No, these aren't the latest internal polls from a presidential campaign. They're questions from the new CBS program Power of 10, an ingenious game show that requires contestants to predict how Americans responded on a variety of topics. (The answers, by the way, were 71, 29, and 29 percent, respectively.)
Though the format also allows for silly questions like "What percentage of Americans think professional wrestling matches are real?" Power of 10's real power is that it relies heavily on hot-button political issues. By asking the public how they feel about immigration, security measures, and the definition of marriage, it has the potential to tap into the Red State versus Blue State obsession that has gripped the nation for the last few years. It also offers viewers the chance to feel either outraged or comforted, depending on how closely America's point of view mirrors their own. If it can iron out its weighted-down format, that is.
Though host Drew Carey, one of Hollywood's few conservatives, brings a sense of wry humor to the show, his attempts to help contestants think through the questions go on too long. If CBS hopes to win the ratings game, the producers need to do away with the extended chatter, include more surveys, and set a more energizing pace.
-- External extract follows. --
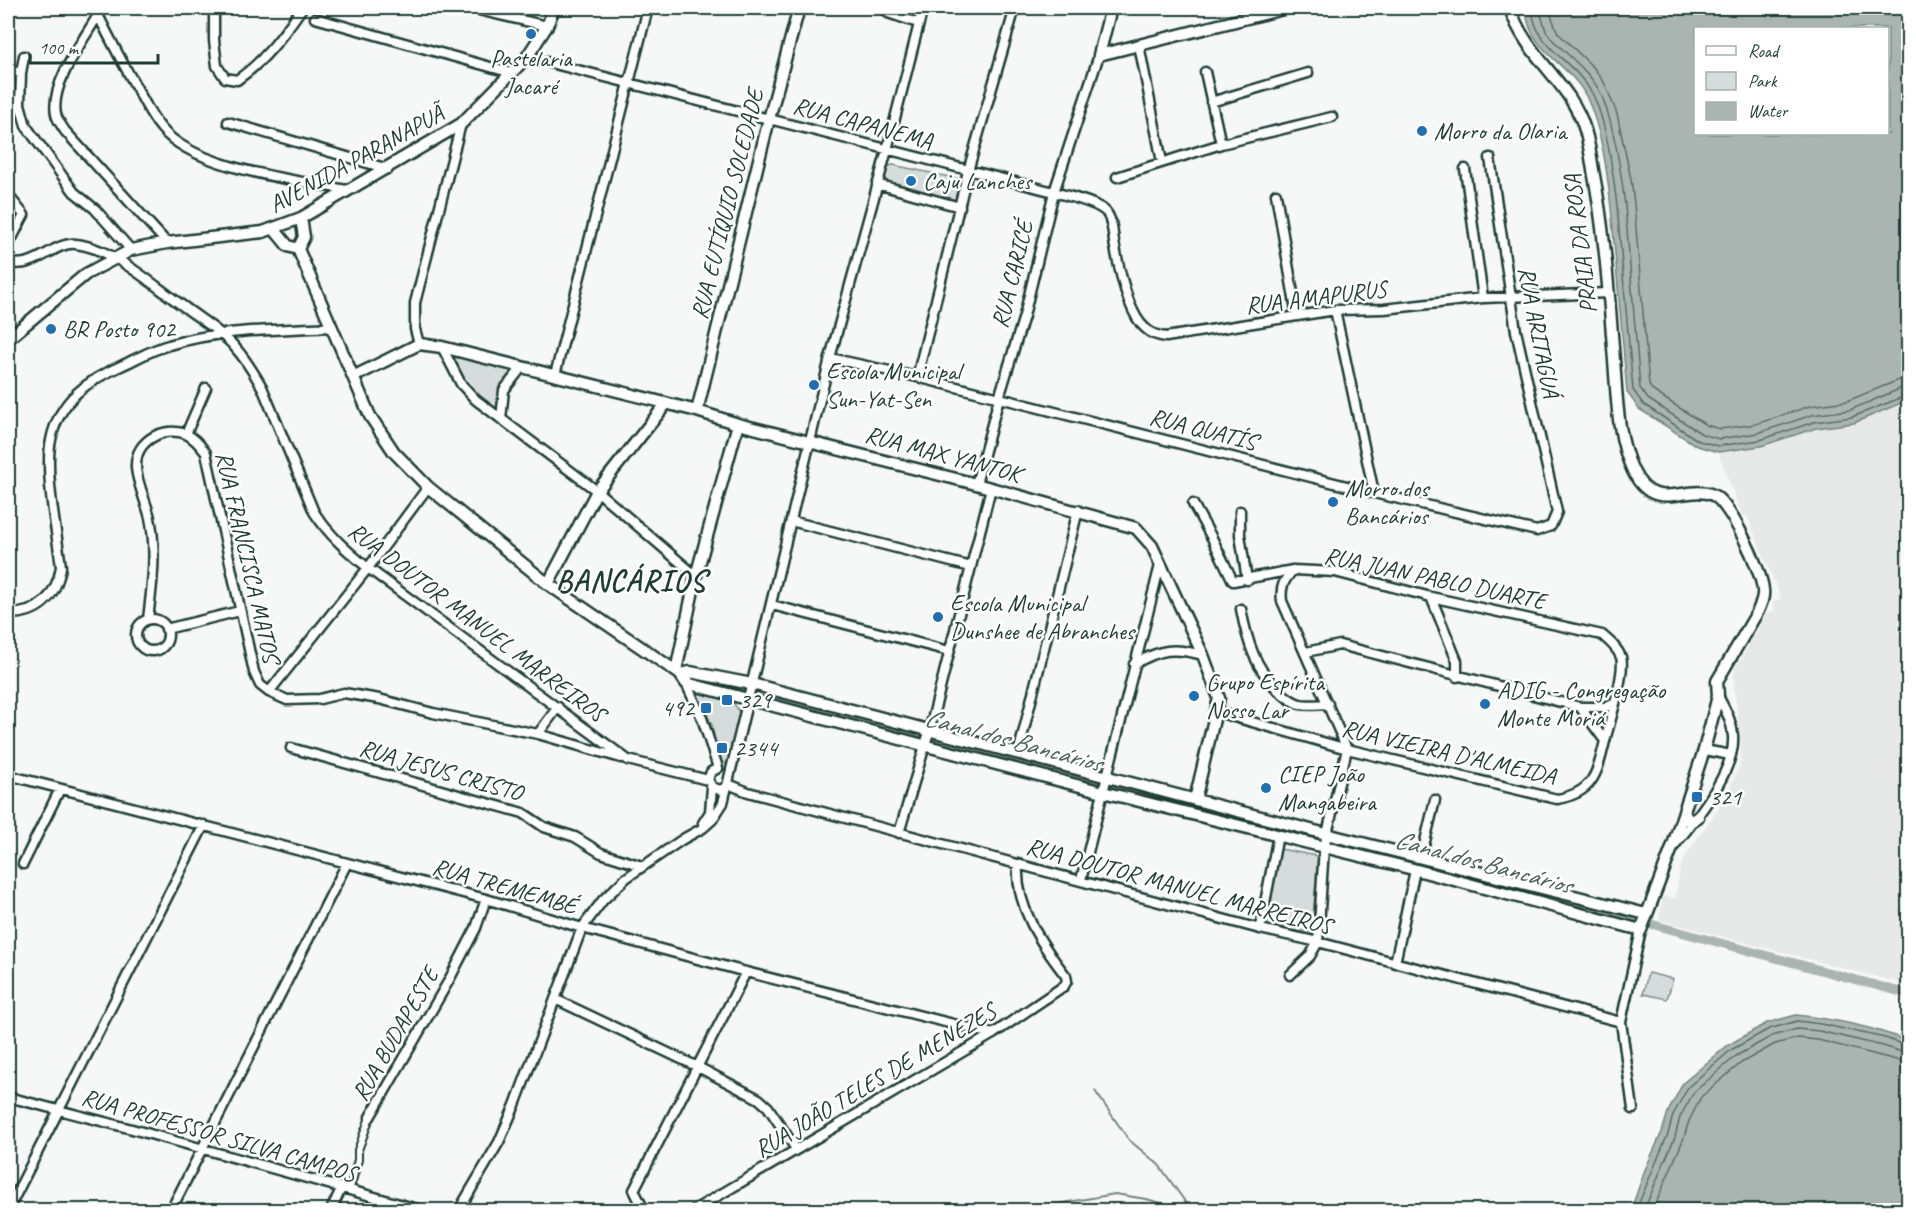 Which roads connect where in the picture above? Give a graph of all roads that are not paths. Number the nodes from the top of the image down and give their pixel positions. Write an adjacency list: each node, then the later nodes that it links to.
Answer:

Especially considering, as far as network television goes, this is pretty heady stuff.
Conducted by the well-respected Rasmussen Report using nationally representative methods, the show's polls are at least as accurate as those being trumpeted by newspapers every day. For those interested in the demographics, the CBS website even breaks down the responses by gender, race, age group, and party affiliation. So while Power of 10 may or may not prove to be a winner with average Americans, it should be must-see TV for 2008's political contenders.